# Input
──────────

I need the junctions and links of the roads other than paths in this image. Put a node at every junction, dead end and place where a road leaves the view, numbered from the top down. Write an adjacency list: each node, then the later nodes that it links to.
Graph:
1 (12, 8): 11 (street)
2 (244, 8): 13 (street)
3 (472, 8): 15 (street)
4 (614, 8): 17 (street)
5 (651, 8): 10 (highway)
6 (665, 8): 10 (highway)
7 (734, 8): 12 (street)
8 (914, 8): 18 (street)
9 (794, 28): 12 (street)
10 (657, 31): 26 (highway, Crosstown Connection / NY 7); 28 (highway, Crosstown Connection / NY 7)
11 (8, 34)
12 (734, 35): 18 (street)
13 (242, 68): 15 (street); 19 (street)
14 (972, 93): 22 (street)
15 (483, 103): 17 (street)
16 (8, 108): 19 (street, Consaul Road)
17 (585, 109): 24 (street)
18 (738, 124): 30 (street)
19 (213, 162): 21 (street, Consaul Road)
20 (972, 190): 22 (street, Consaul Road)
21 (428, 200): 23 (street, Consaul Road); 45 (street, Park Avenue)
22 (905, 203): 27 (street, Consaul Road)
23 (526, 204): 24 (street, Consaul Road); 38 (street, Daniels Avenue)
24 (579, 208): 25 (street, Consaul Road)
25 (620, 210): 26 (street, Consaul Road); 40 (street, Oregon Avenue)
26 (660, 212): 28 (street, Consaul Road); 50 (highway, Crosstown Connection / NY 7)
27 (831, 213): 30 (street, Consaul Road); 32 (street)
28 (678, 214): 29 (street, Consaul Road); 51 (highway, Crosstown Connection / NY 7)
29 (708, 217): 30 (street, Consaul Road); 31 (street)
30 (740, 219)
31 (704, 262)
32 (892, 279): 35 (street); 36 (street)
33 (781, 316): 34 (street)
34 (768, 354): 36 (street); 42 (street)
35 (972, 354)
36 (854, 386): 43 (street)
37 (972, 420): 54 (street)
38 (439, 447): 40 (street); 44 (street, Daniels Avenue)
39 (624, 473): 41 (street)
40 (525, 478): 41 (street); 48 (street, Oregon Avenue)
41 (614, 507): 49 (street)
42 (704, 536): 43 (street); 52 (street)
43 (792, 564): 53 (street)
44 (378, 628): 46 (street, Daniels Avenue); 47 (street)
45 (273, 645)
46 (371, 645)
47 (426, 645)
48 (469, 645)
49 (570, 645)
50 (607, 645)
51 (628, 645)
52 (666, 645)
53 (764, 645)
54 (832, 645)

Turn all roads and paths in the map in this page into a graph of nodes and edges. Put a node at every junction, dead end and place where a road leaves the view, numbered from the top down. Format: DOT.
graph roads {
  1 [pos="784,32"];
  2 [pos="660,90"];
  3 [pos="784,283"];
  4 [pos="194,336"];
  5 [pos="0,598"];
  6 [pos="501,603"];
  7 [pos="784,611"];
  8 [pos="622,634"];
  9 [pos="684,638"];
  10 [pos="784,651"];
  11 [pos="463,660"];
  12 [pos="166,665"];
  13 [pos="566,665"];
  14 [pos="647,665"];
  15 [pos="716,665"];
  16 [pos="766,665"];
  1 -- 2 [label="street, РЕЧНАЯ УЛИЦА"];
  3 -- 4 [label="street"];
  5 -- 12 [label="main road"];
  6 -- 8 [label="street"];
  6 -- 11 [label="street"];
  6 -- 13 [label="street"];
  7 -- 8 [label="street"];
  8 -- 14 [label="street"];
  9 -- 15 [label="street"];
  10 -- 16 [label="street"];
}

──────────

# Try it
Pick each line holding the word "numbered" out of the data and copy it.

# Worked solution
I need the junctions and links of the roads other than paths in this image. Put a node at every junction, dead end and place where a road leaves the view, numbered from the top down. Write an adjacency list: each node, then the later nodes that it links to.
Turn all roads and paths in the map in this page into a graph of nodes and edges. Put a node at every junction, dead end and place where a road leaves the view, numbered from the top down. Format: DOT.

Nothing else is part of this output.